What the harness shows the user before executing a tool call that isn't pre-approved. The model produces a tool call; instead of running it immediately, the harness pauses and asks. Approve and it runs; deny and the harness reports the denial back to the model as a tool result. The mechanism by which a harness puts a human in the loop for risky or sensitive actions.
The lifecycle of a permission request:
| Step | Who | What happens |
|---|---|---|
| 1 | Model | Produces a tool call |
| 2 | Harness | Checks it against the permission mode and any saved approvals |
| 3 | Harness | Pre-approved: executes immediately. Otherwise: pauses and shows the request |
| 4 | User | Approves once, approves for the rest of the session, or denies |
| 5 | Harness | Executes the call, or sends the denial back as a tool result |
Denying a request steers the agent.
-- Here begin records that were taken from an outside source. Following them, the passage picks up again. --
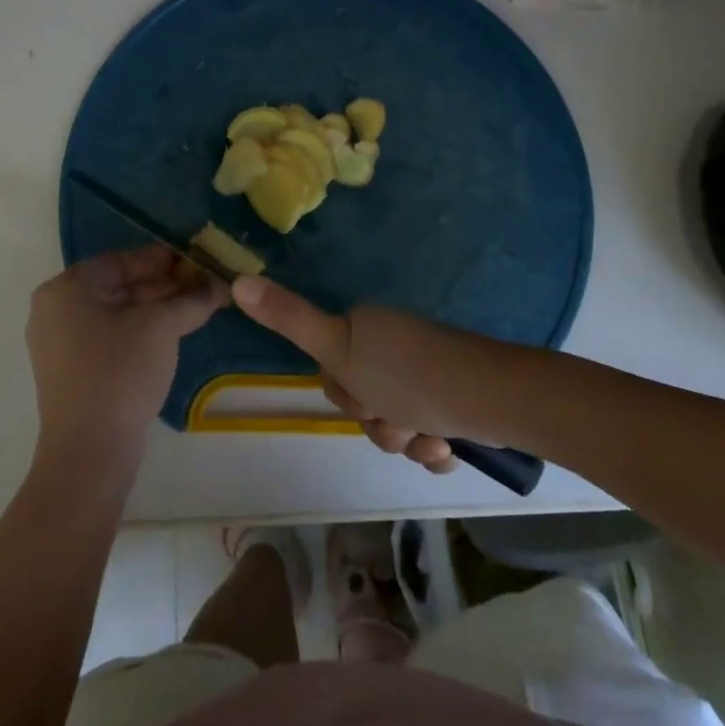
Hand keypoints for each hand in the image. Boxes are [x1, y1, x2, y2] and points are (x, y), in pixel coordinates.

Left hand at [27, 245, 223, 471]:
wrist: (90, 453)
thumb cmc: (120, 372)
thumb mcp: (161, 327)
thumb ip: (191, 299)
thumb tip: (220, 283)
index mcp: (66, 289)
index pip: (122, 260)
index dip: (163, 259)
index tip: (197, 259)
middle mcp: (56, 310)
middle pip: (119, 285)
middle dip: (164, 285)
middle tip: (204, 284)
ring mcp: (61, 343)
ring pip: (117, 312)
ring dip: (157, 308)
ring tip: (197, 306)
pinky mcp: (72, 371)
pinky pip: (110, 336)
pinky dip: (141, 330)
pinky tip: (174, 332)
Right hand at [232, 276, 504, 473]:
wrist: (488, 397)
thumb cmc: (407, 373)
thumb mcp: (338, 348)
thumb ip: (288, 318)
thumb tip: (236, 278)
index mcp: (366, 328)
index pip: (334, 373)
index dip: (346, 394)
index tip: (365, 394)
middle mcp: (393, 346)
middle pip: (363, 401)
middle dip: (379, 422)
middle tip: (398, 417)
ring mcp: (425, 373)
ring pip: (394, 423)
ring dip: (407, 439)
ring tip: (429, 436)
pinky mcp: (452, 400)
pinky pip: (426, 433)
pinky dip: (433, 447)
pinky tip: (447, 446)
The model reads the denial like any other tool result and reacts to it — it tries a different approach, or asks what you'd prefer. Most harnesses let you attach a message to the denial, which turns the request into a steering point: "not like that, use the migration script instead" lands exactly when the model is deciding what to do next.
The cost is that every request is a synchronous wait on you. The agent sits blocked until you answer, which is fine while you're watching and a problem when you're not — an agent that triggers requests constantly can't be left to work AFK. The permission mode is the dial: which calls run freely, which ask first, ideally with a sandbox making it safe to widen the free set.
Usage:
"It's been blocked on a permission request for ten minutes — I was in a meeting."
"That's the cost of human-in-the-loop. Pre-approve the safe tools so the request only fires on the actually-risky calls."